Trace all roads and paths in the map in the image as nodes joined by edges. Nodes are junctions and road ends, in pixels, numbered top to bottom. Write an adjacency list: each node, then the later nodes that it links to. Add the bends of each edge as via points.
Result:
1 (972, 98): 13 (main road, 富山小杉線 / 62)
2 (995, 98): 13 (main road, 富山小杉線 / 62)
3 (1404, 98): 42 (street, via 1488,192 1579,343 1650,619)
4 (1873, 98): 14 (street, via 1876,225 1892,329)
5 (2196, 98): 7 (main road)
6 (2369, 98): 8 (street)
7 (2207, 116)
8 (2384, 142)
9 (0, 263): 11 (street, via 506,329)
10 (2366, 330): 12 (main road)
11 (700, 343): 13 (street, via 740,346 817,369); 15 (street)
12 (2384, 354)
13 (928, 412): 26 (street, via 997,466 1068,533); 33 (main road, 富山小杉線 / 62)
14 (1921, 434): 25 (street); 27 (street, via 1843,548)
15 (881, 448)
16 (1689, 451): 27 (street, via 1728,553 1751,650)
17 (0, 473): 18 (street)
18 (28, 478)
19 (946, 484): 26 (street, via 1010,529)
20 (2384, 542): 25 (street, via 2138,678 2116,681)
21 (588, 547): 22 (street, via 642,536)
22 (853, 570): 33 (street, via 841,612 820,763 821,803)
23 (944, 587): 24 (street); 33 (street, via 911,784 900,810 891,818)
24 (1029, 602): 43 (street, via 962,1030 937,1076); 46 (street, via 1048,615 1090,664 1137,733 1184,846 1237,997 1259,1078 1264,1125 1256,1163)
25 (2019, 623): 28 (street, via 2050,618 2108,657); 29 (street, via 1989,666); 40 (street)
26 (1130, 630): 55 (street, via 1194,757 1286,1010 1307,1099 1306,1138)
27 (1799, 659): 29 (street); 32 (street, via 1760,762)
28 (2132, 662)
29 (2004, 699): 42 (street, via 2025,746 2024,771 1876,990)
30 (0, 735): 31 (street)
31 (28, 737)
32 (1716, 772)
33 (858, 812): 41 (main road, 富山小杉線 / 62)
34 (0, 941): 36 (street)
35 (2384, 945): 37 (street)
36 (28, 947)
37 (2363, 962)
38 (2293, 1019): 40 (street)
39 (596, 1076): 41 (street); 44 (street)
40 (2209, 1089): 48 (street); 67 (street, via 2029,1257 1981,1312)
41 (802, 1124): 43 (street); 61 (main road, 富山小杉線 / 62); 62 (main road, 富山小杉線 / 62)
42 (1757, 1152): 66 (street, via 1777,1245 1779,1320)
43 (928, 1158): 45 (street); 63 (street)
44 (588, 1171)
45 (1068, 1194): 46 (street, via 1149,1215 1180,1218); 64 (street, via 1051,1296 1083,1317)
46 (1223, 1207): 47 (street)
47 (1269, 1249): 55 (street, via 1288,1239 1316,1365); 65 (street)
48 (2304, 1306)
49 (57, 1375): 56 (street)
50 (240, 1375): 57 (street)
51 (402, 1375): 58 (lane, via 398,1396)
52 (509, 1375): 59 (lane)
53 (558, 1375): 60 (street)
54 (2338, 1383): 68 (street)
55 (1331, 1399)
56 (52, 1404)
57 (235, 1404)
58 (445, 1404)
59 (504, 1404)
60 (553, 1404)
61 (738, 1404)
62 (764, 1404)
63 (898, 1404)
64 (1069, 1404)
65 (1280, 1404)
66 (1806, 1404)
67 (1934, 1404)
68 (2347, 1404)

● **WHAT YOU HAVE TO DO**
All of the data, start to finish: please output it exactly.

● **WRITTEN ANSWER**
Trace all roads and paths in the map in the image as nodes joined by edges. Nodes are junctions and road ends, in pixels, numbered top to bottom. Write an adjacency list: each node, then the later nodes that it links to. Add the bends of each edge as via points.
Result:
1 (972, 98): 13 (main road, 富山小杉線 / 62)
2 (995, 98): 13 (main road, 富山小杉線 / 62)
3 (1404, 98): 42 (street, via 1488,192 1579,343 1650,619)
4 (1873, 98): 14 (street, via 1876,225 1892,329)
5 (2196, 98): 7 (main road)
6 (2369, 98): 8 (street)
7 (2207, 116)
8 (2384, 142)
9 (0, 263): 11 (street, via 506,329)
10 (2366, 330): 12 (main road)
11 (700, 343): 13 (street, via 740,346 817,369); 15 (street)
12 (2384, 354)
13 (928, 412): 26 (street, via 997,466 1068,533); 33 (main road, 富山小杉線 / 62)
14 (1921, 434): 25 (street); 27 (street, via 1843,548)
15 (881, 448)
16 (1689, 451): 27 (street, via 1728,553 1751,650)
17 (0, 473): 18 (street)
18 (28, 478)
19 (946, 484): 26 (street, via 1010,529)
20 (2384, 542): 25 (street, via 2138,678 2116,681)
21 (588, 547): 22 (street, via 642,536)
22 (853, 570): 33 (street, via 841,612 820,763 821,803)
23 (944, 587): 24 (street); 33 (street, via 911,784 900,810 891,818)
24 (1029, 602): 43 (street, via 962,1030 937,1076); 46 (street, via 1048,615 1090,664 1137,733 1184,846 1237,997 1259,1078 1264,1125 1256,1163)
25 (2019, 623): 28 (street, via 2050,618 2108,657); 29 (street, via 1989,666); 40 (street)
26 (1130, 630): 55 (street, via 1194,757 1286,1010 1307,1099 1306,1138)
27 (1799, 659): 29 (street); 32 (street, via 1760,762)
28 (2132, 662)
29 (2004, 699): 42 (street, via 2025,746 2024,771 1876,990)
30 (0, 735): 31 (street)
31 (28, 737)
32 (1716, 772)
33 (858, 812): 41 (main road, 富山小杉線 / 62)
34 (0, 941): 36 (street)
35 (2384, 945): 37 (street)
36 (28, 947)
37 (2363, 962)
38 (2293, 1019): 40 (street)
39 (596, 1076): 41 (street); 44 (street)
40 (2209, 1089): 48 (street); 67 (street, via 2029,1257 1981,1312)
41 (802, 1124): 43 (street); 61 (main road, 富山小杉線 / 62); 62 (main road, 富山小杉線 / 62)
42 (1757, 1152): 66 (street, via 1777,1245 1779,1320)
43 (928, 1158): 45 (street); 63 (street)
44 (588, 1171)
45 (1068, 1194): 46 (street, via 1149,1215 1180,1218); 64 (street, via 1051,1296 1083,1317)
46 (1223, 1207): 47 (street)
47 (1269, 1249): 55 (street, via 1288,1239 1316,1365); 65 (street)
48 (2304, 1306)
49 (57, 1375): 56 (street)
50 (240, 1375): 57 (street)
51 (402, 1375): 58 (lane, via 398,1396)
52 (509, 1375): 59 (lane)
53 (558, 1375): 60 (street)
54 (2338, 1383): 68 (street)
55 (1331, 1399)
56 (52, 1404)
57 (235, 1404)
58 (445, 1404)
59 (504, 1404)
60 (553, 1404)
61 (738, 1404)
62 (764, 1404)
63 (898, 1404)
64 (1069, 1404)
65 (1280, 1404)
66 (1806, 1404)
67 (1934, 1404)
68 (2347, 1404)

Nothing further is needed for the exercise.